A Anciã (Tilda Swinton, que está impecável) e Barão Mordo (Chiwetel Ejiofor), tem o papel de revelar a Stephen Strange o quanto ele não conhece do universo em que vive. E nós, espectadores, entramos na mesma viagem do protagonista, já que somos apresentados pela primeira vez ao multiverso e o misticismo envolvido nas histórias do Doutor Estranho. É nesse ponto que Derrickson faz seu filme brilhar, jogando sem medo algum cores vibrantes, viagens astrais, mãos saindo de mãos em um eterno loop (exemplificando a obsessão de Strange pela sua cura), além da própria dimensão negra e resquícios da presença de Dormammu. Doutor Estranho não tem vergonha de ser um filme baseado em quadrinhos, tanto que ele faz questão que saibamos ao decorrer de sua história, visual e humor ácido, que são transpostos fielmente das páginas de Steve Dikto e Stan Lee.

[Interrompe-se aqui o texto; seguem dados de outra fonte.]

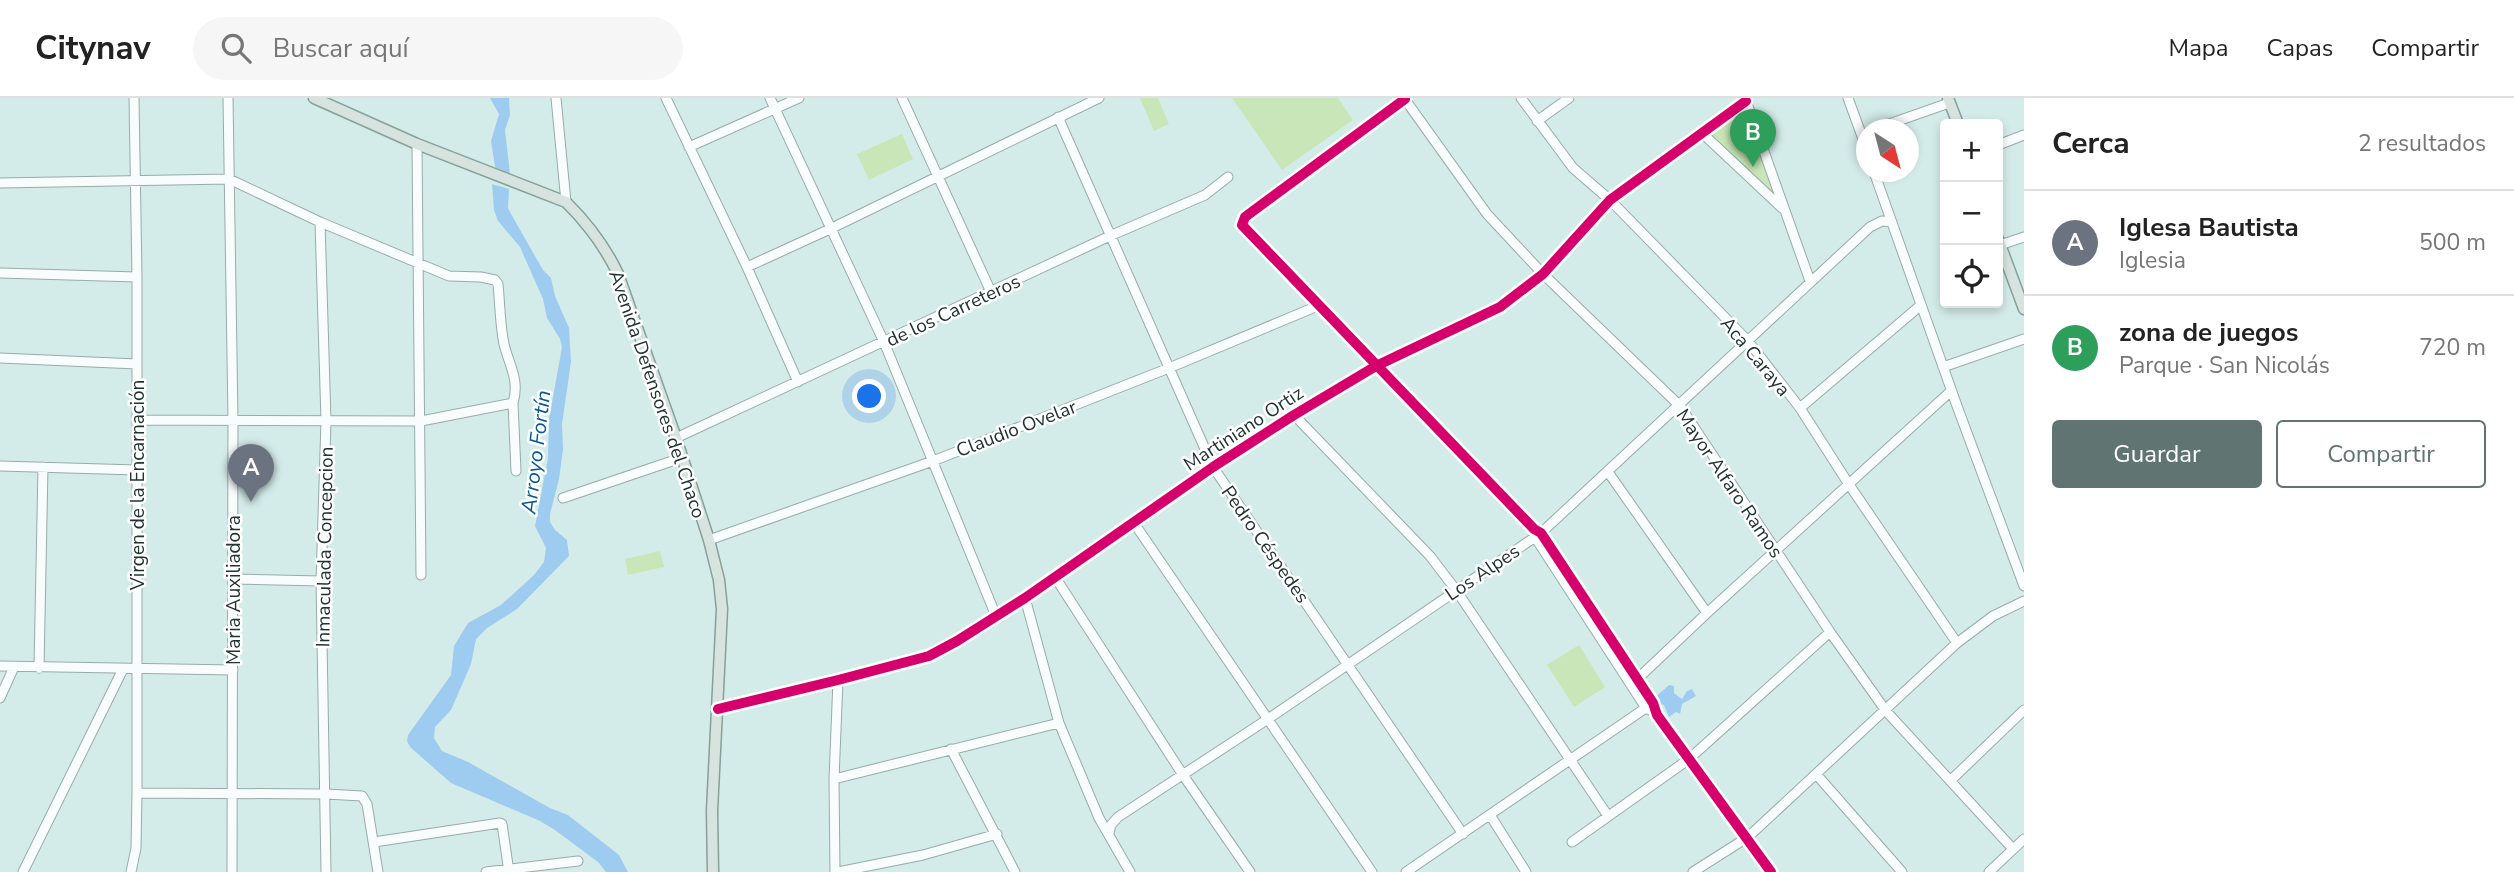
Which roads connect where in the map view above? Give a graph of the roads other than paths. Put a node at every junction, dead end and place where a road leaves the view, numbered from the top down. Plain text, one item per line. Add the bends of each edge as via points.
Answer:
1 (134, 98) edge
2 (228, 98) edge
3 (314, 98) edge
4 (555, 98) edge
5 (666, 98) edge
6 (770, 98) edge
7 (799, 98) edge
8 (902, 98) edge
9 (1099, 98) edge
10 (1521, 98) edge
11 (1569, 98) edge
12 (1848, 98) edge
13 (1409, 100) edge
14 (1745, 100) edge
15 (1949, 101) edge
16 (775, 109) junction
17 (1058, 117) junction
18 (1858, 119) edge
19 (1901, 119) edge
20 (1956, 119) edge
21 (1537, 121) junction
22 (1701, 132) junction
23 (2024, 135) edge
24 (2003, 143) edge
25 (417, 144) junction
26 (689, 147) junction
27 (939, 177) junction
28 (1228, 177) dead end
29 (135, 180) junction
30 (229, 180) junction
31 (1878, 182) edge
32 (0, 183) edge
33 (1609, 200) junction
34 (566, 202) junction
35 (1783, 209) junction
36 (320, 222) junction
37 (1892, 222) junction
38 (830, 229) junction
39 (1112, 235) junction
40 (2024, 237) edge
41 (2003, 241) edge
42 (2000, 245) edge
43 (418, 263) junction
44 (747, 267) junction
45 (0, 273) edge
46 (1543, 274) junction
47 (137, 277) junction
48 (1810, 281) junction
49 (991, 292) junction
50 (1320, 305) junction
51 (1921, 305) junction
52 (2024, 309) edge
53 (2024, 339) edge
54 (1748, 341) junction
55 (884, 342) junction
56 (0, 358) edge
57 (137, 364) junction
58 (1376, 366) junction
59 (1943, 367) junction
60 (1169, 368) junction
61 (798, 382) junction
62 (1951, 391) junction
63 (513, 403) junction
64 (1679, 406) junction
65 (1800, 408) junction
66 (1294, 415) junction
67 (137, 420) junction
68 (233, 420) junction
69 (326, 421) junction
70 (421, 421) junction
71 (676, 438) junction
72 (681, 458) junction
73 (933, 461) junction
74 (0, 466) edge
75 (43, 467) junction
76 (1213, 467) junction
77 (137, 470) junction
78 (516, 471) dead end
79 (1608, 472) junction
80 (1848, 483) junction
81 (563, 498) dead end
82 (1134, 523) junction
83 (1537, 533) junction
84 (709, 540) junction
85 (1775, 550) junction
86 (421, 575) dead end
87 (1055, 577) junction
88 (233, 579) junction
89 (321, 581) junction
90 (2024, 586) edge
91 (1456, 590) junction
92 (1025, 598) junction
93 (2024, 601) edge
94 (1707, 613) junction
95 (996, 616) junction
96 (1830, 632) junction
97 (1957, 643) junction
98 (1348, 663) junction
99 (0, 666) edge
100 (15, 667) junction
101 (38, 667) junction
102 (123, 669) junction
103 (137, 669) junction
104 (233, 670) junction
105 (838, 680) junction
106 (1634, 682) junction
107 (0, 698) edge
108 (1650, 705) junction
109 (718, 709) junction
110 (1886, 710) junction
111 (2024, 710) edge
112 (1268, 719) junction
113 (1059, 723) junction
114 (951, 749) junction
115 (1689, 759) junction
116 (1569, 761) junction
117 (1816, 774) junction
118 (1183, 775) junction
119 (834, 779) junction
120 (1950, 781) junction
121 (137, 793) junction
122 (233, 794) junction
123 (326, 794) junction
124 (1490, 815) junction
125 (1608, 816) junction
126 (1109, 833) junction
127 (997, 834) junction
128 (1463, 834) junction
129 (1748, 837) junction
130 (2024, 839) edge
131 (374, 842) junction
132 (1572, 842) dead end
133 (2013, 849) junction
134 (578, 861) dead end
135 (509, 871) edge
136 (23, 872) edge
137 (131, 872) edge
138 (232, 872) edge
139 (326, 872) edge
140 (378, 872) edge
141 (486, 872) edge
142 (713, 872) edge
143 (837, 872) edge
144 (1015, 872) edge
145 (1130, 872) edge
146 (1250, 872) edge
147 (1372, 872) edge
148 (1406, 872) edge
149 (1526, 872) edge
150 (1693, 872) edge
151 (1772, 872) edge
152 (1902, 872) edge
153 (1989, 872) edge

1 - 29 street, Virgen de la Encarnación
2 - 30 street, Maria Auxiliadora
3 - 25 main road, Avenida Defensores del Chaco
4 - 34 street
5 - 26 street
6 - 16 street
7 - 16 street
8 - 27 street
9 - 17 street
10 - 21 street, Aca Caraya
11 - 21 street
12 - 18 street
13 - 46 street, Mayor Alfaro Ramos via 1487,214
13 - 50 street via 1245,217 1242,225
14 - 22 street, Martiniano Ortiz
14 - 35 street
15 - 19 street
15 - 20 main road
16 - 26 street
16 - 38 street
17 - 27 street
17 - 39 street, Pedro Céspedes
21 - 33 street, Aca Caraya via 1573,167
22 - 33 street, Martiniano Ortiz
22 - 35 street
23 - 24 street
25 - 34 main road, Avenida Defensores del Chaco
25 - 43 street
26 - 44 street
27 - 38 street
27 - 49 street
28 - 39 street, de los Carreteros via 1205,195
29 - 30 street
29 - 32 street
29 - 47 street, Virgen de la Encarnación
30 - 36 street
30 - 68 street, Maria Auxiliadora
31 - 37 street
33 - 46 street, Martiniano Ortiz
33 - 54 street, Aca Caraya
34 - 71 main road, Avenida Defensores del Chaco via 607,250
35 - 48 street
36 - 43 street
36 - 69 street, Inmaculada Concepcion
37 - 48 street, Los Alpes via 1870,226
37 - 51 street
38 - 44 street
38 - 55 street
39 - 49 street, de los Carreteros
39 - 60 street, Pedro Céspedes
40 - 41 street
42 - 52 main road
43 - 63 street via 449,276 481,277 498,284 505,347 515,375
43 - 70 street
44 - 61 street
45 - 47 street
46 - 58 street, Martiniano Ortiz via 1500,307
46 - 64 street, Mayor Alfaro Ramos
47 - 57 street, Virgen de la Encarnación
48 - 54 street, Los Alpes
49 - 55 street, de los Carreteros
50 - 58 street
50 - 60 street, Claudio Ovelar
51 - 59 street
51 - 65 street
53 - 59 street
54 - 64 street, Los Alpes
54 - 65 street, Aca Caraya
55 - 61 street, de los Carreteros
55 - 73 street
56 - 57 street
57 - 67 street, Virgen de la Encarnación
58 - 66 street, Martiniano Ortiz
58 - 83 street
59 - 62 street
60 - 73 street, Claudio Ovelar
60 - 76 street, Pedro Céspedes
61 - 71 street, de los Carreteros
62 - 80 street
62 - 90 street
63 - 70 street
63 - 78 street
64 - 79 street, Los Alpes
64 - 85 street, Mayor Alfaro Ramos
65 - 80 street, Aca Caraya
66 - 76 street, Martiniano Ortiz
66 - 91 street via 1430,556
67 - 68 street
67 - 77 street, Virgen de la Encarnación
68 - 69 street
68 - 88 street, Maria Auxiliadora
69 - 70 street
69 - 89 street, Inmaculada Concepcion
70 - 86 street
71 - 72 main road, Avenida Defensores del Chaco
72 - 81 street
72 - 84 main road, Avenida Defensores del Chaco
73 - 84 street, Claudio Ovelar
73 - 95 street
74 - 75 street
75 - 77 street
75 - 101 street
76 - 82 street, Martiniano Ortiz
76 - 98 street, Pedro Céspedes
77 - 103 street, Virgen de la Encarnación
79 - 83 street, Los Alpes
79 - 94 street
80 - 85 street
80 - 97 street, Aca Caraya
82 - 87 street, Martiniano Ortiz
82 - 112 street
83 - 91 street, Los Alpes
83 - 106 street
84 - 109 main road, Avenida Defensores del Chaco via 722,608
85 - 94 street
85 - 96 street, Mayor Alfaro Ramos
87 - 92 street, Martiniano Ortiz
87 - 118 street
88 - 89 street
88 - 104 street, Maria Auxiliadora
89 - 123 street, Inmaculada Concepcion
91 - 98 street, Los Alpes
91 - 116 street
92 - 95 street, Martiniano Ortiz
92 - 113 street
93 - 97 street via 1993,616
94 - 106 street
95 - 105 street, Martiniano Ortiz via 929,656
96 - 110 street, Mayor Alfaro Ramos
96 - 115 street
97 - 110 street
98 - 112 street, Los Alpes
98 - 128 street, Pedro Céspedes
99 - 100 street
100 - 101 street
100 - 107 street
101 - 102 street
102 - 103 street
102 - 136 street
103 - 104 street
103 - 121 street, Virgen de la Encarnación
104 - 122 street, Maria Auxiliadora
105 - 109 street, Martiniano Ortiz
105 - 119 street
106 - 108 street
108 - 115 street
108 - 116 street
109 - 142 main road, Avenida Defensores del Chaco
110 - 117 street
110 - 120 street, Mayor Alfaro Ramos
111 - 120 street
112 - 118 street, Los Alpes
112 - 147 street
113 - 114 street
113 - 126 street
114 - 119 street
114 - 127 street
115 - 125 street
115 - 129 street
116 - 124 street
116 - 125 street
117 - 129 street
117 - 152 street
118 - 126 street, Los Alpes via 1118,817
118 - 146 street
119 - 143 street
120 - 133 street, Mayor Alfaro Ramos
121 - 122 street
121 - 137 street, Virgen de la Encarnación
122 - 123 street
122 - 138 street, Maria Auxiliadora
123 - 131 street via 362,796
123 - 139 street, Inmaculada Concepcion
124 - 128 street
124 - 149 street
125 - 132 street
126 - 145 street
127 - 143 street
127 - 144 street
128 - 148 street
129 - 150 street
129 - 151 street
130 - 133 street
131 - 135 street via 500,823
131 - 140 street
133 - 153 street
134 - 135 street
135 - 141 street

Durante as gravações de Doutor Estranho, principalmente no início, vazaram algumas fotos na internet das filmagens realizadas nas ruas de Nova Iorque, com Benedict Cumberbatch,  Chiwetel Ejiofor e Mads Mikkelsen pulando diversas vezes no meio da rua e rendendo memes nas redes sociais. No entanto, a cena finalizada trata-se de uma mistura de A Origem (Christopher Nolan, 2010) e Matrix (Irmãos Wachowski, 1999), com toda cidade de Nova Iorque dobrando-se centenas de vezes ao meio, portais se abrindo, diversas variações mágicas sendo realizadas: escudos, chicotes, lanças, alteração da realidade (a que realmente existe e a espelhada, que não interfere no mundo real), mudar forma de objetos e artefatos que escolhem seu mago, como o próprio manto de Stephen. Doutor Estranho é um baile visual e fotográfico, além de esbanjar belas atuações de seu estrelado elenco.

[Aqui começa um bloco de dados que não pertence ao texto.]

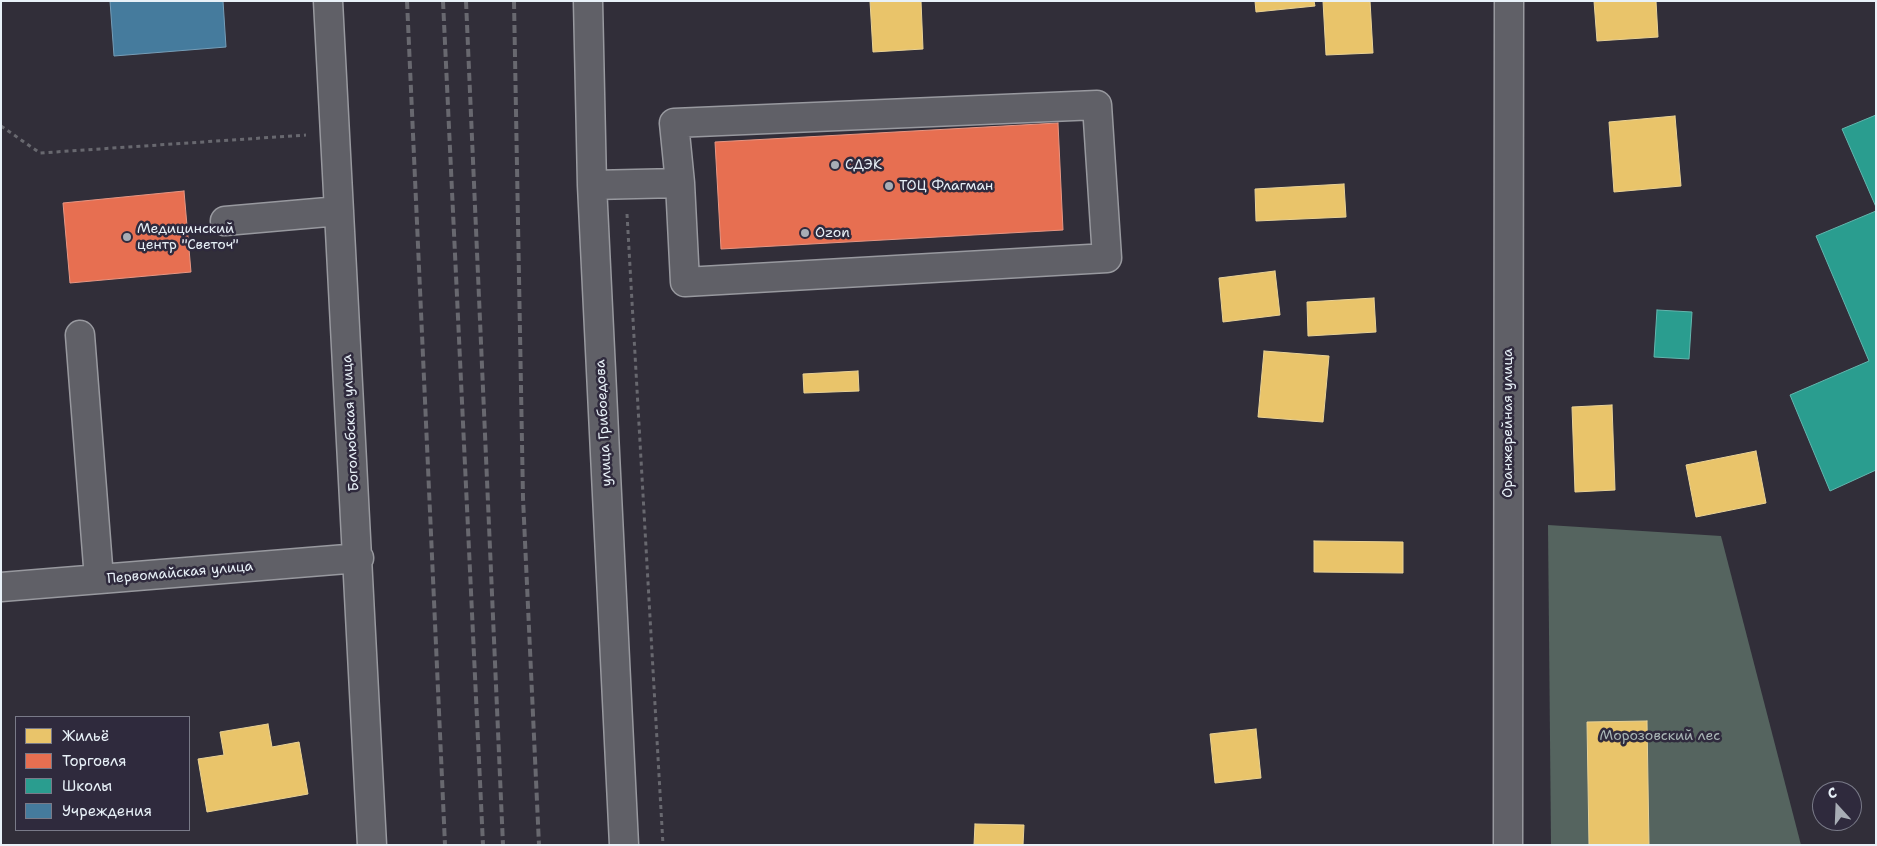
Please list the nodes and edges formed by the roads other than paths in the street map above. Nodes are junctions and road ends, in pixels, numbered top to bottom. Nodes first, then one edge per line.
1 (328, 1) edge
2 (588, 1) edge
3 (1508, 1) edge
4 (680, 183) junction
5 (592, 185) junction
6 (339, 211) junction
7 (226, 221) dead end
8 (80, 335) dead end
9 (359, 558) junction
10 (99, 579) junction
11 (1, 587) edge
12 (372, 845) edge
13 (624, 845) edge
14 (1508, 845) edge

1 - 6 street, Боголюбская улица
2 - 5 street, улица Грибоедова
3 - 14 street, Оранжерейная улица
4 - 4 street
4 - 5 street
5 - 13 street, улица Грибоедова
6 - 7 street
6 - 9 street, Боголюбская улица
8 - 10 street
9 - 10 street, Первомайская улица
9 - 12 street, Боголюбская улица
10 - 11 street, Первомайская улица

O talento de Benedict Cumberbatch é inegável, mesmo para as pessoas que irão conhecê-lo pela primeira vez nesse filme. A transição da arrogância e do egocentrismo, passando pelos delírios e obsessões até a figura sábia e altruísta do Mago Supremo é indiscutível, e talvez seja por isso que Derrickson tenha apostado muito em uma história focada nessa transição do que no desenvolvimento de vilões e grandes ameaças. Kaecilius (Mads Mikkelsen) traz o papel de antagonismo no filme, mas sua participação é exclusivamente feita para apresentar com mais detalhes a Dimensão Negra e o domínio de Dormammu, assim como sua cobiça de conquistar a Terra. Nessa questão, Doutor Estranho pode agradar uns e desagradar outros pela falta de vilões marcantes como Loki e até o discutível Ultron. Por outro lado, há o ponto positivo de todos os eventos da trama escrita por Jon Spaihts e Robert Cargill focarem exclusivamente na evolução de Stephen, assim como na própria resolução do terceiro ato ser consequência direta dessa evolução. O problema, enfim, pode ficar na indecisão de que história contar, faltando um pouco de ambição no roteiro – algo que sobrou no visual e nas sequências de ação.

Doutor Estranho é uma aposta bem sucedida, trazendo um novo universo e um começo para os filmes místicos do estúdio, além das diversas – e sutis – referências dentro do contexto do Universo Cinematográfico, seja um plano aberto de Nova Iorque com o QG dos Vingadores, citações de seus feitos no mundo físico e até mesmo a introdução de outra Joia do Infinito, presente no Olho de Agamotto. Fica muito claro qual será a participação de Strange e o que está resguardado para seus próximos filmes, afinal, Doutor Estranho não só será um novo começo para o estúdio, como também será o personagem mais importante das novas fases e será decisivo no tom delas.

Observação: o filme possui duas cenas pós-créditos que fazem conexões importantes com as Fases 3 e 4, portanto, permaneça no seu lugar e aguarde pelas surpresas.

  • Bom
3

Resumo

Doutor Estranho traz novos ares para a Fórmula Marvel, focando em introduzir o multiverso e, claro, a ascensão de Stephen Strange para se tornar o Mago Supremo. Scott Derrickson apresenta uma história introspectiva, oposta de que qualquer outra já feita pela Marvel, junto do visual psicodélico de fazer queixos caírem e prédios se dobrarem ao meio. Doutor Estranho não só será um novo começo para o estúdio, como também será o personagem mais importante das novas fases e será decisivo no tom delas.